---------- Source data ----------
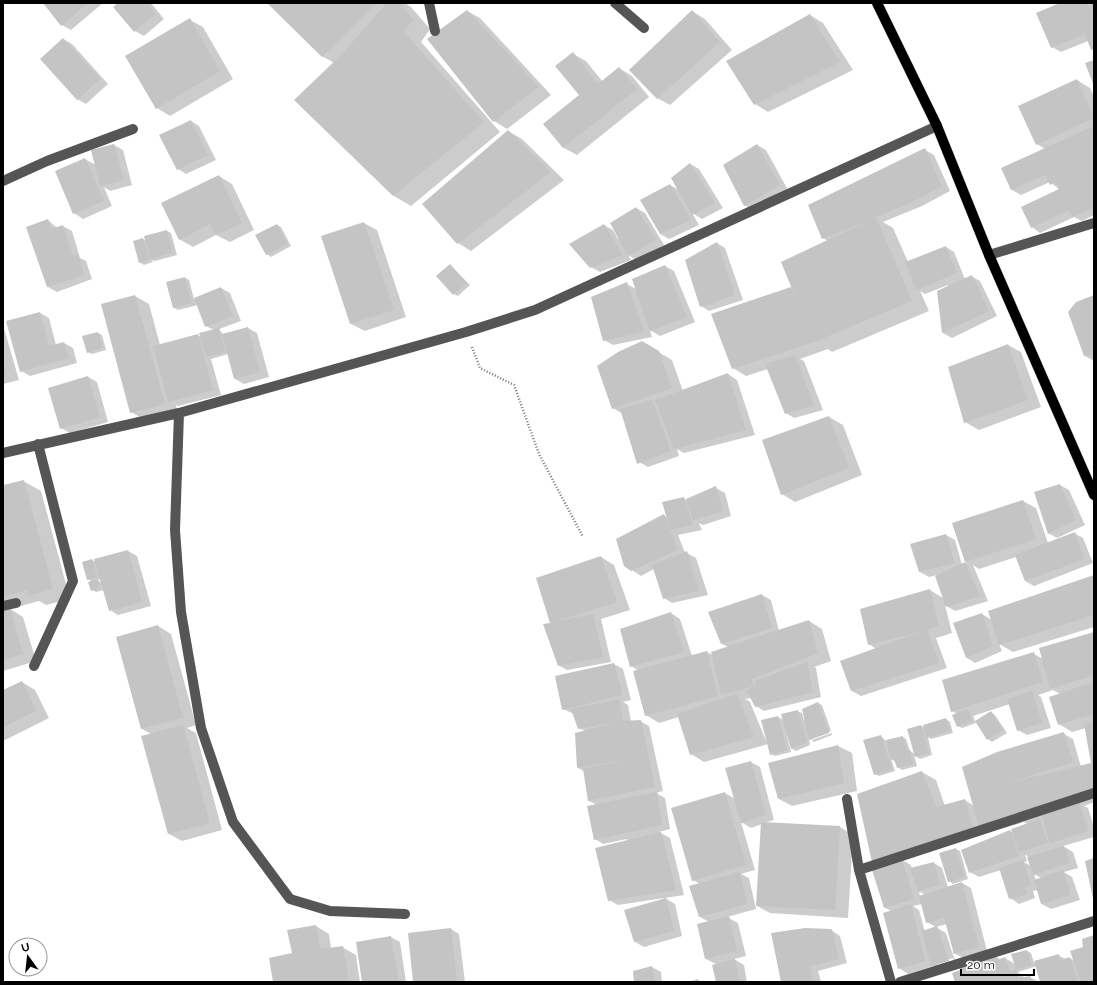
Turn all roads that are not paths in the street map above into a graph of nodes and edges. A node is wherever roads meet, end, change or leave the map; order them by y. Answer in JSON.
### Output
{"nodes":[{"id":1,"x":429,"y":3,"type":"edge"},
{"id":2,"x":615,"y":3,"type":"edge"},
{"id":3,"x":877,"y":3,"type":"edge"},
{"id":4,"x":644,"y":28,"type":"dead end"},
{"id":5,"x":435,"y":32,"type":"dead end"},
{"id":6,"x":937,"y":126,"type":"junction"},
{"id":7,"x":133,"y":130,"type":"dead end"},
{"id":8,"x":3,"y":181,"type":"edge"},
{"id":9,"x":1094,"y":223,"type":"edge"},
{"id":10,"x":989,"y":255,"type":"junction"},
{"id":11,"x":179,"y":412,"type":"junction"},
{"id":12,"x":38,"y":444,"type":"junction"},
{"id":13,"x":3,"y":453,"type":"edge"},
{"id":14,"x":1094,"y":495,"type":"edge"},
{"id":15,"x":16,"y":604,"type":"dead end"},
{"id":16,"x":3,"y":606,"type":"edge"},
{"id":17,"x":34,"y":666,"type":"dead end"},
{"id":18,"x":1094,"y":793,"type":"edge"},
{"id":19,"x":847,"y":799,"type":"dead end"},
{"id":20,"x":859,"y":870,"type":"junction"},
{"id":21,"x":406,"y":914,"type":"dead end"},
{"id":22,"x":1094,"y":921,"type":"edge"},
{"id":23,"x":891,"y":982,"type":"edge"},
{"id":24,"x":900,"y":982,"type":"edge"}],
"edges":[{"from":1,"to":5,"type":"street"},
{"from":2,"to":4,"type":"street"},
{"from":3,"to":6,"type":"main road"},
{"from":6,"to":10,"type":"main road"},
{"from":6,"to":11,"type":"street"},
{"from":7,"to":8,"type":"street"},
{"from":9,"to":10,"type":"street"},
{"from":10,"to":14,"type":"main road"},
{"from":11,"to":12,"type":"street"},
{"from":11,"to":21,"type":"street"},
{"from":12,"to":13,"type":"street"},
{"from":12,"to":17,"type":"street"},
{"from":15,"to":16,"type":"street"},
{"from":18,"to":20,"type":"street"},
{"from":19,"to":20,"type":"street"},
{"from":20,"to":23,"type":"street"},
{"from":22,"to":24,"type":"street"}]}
----------
Assignment
Copy every record exactly as it appears, apart from any pictures.

Response to this task
Turn all roads that are not paths in the street map above into a graph of nodes and edges. A node is wherever roads meet, end, change or leave the map; order them by y. Answer in JSON.
### Output
{"nodes":[{"id":1,"x":429,"y":3,"type":"edge"},
{"id":2,"x":615,"y":3,"type":"edge"},
{"id":3,"x":877,"y":3,"type":"edge"},
{"id":4,"x":644,"y":28,"type":"dead end"},
{"id":5,"x":435,"y":32,"type":"dead end"},
{"id":6,"x":937,"y":126,"type":"junction"},
{"id":7,"x":133,"y":130,"type":"dead end"},
{"id":8,"x":3,"y":181,"type":"edge"},
{"id":9,"x":1094,"y":223,"type":"edge"},
{"id":10,"x":989,"y":255,"type":"junction"},
{"id":11,"x":179,"y":412,"type":"junction"},
{"id":12,"x":38,"y":444,"type":"junction"},
{"id":13,"x":3,"y":453,"type":"edge"},
{"id":14,"x":1094,"y":495,"type":"edge"},
{"id":15,"x":16,"y":604,"type":"dead end"},
{"id":16,"x":3,"y":606,"type":"edge"},
{"id":17,"x":34,"y":666,"type":"dead end"},
{"id":18,"x":1094,"y":793,"type":"edge"},
{"id":19,"x":847,"y":799,"type":"dead end"},
{"id":20,"x":859,"y":870,"type":"junction"},
{"id":21,"x":406,"y":914,"type":"dead end"},
{"id":22,"x":1094,"y":921,"type":"edge"},
{"id":23,"x":891,"y":982,"type":"edge"},
{"id":24,"x":900,"y":982,"type":"edge"}],
"edges":[{"from":1,"to":5,"type":"street"},
{"from":2,"to":4,"type":"street"},
{"from":3,"to":6,"type":"main road"},
{"from":6,"to":10,"type":"main road"},
{"from":6,"to":11,"type":"street"},
{"from":7,"to":8,"type":"street"},
{"from":9,"to":10,"type":"street"},
{"from":10,"to":14,"type":"main road"},
{"from":11,"to":12,"type":"street"},
{"from":11,"to":21,"type":"street"},
{"from":12,"to":13,"type":"street"},
{"from":12,"to":17,"type":"street"},
{"from":15,"to":16,"type":"street"},
{"from":18,"to":20,"type":"street"},
{"from":19,"to":20,"type":"street"},
{"from":20,"to":23,"type":"street"},
{"from":22,"to":24,"type":"street"}]}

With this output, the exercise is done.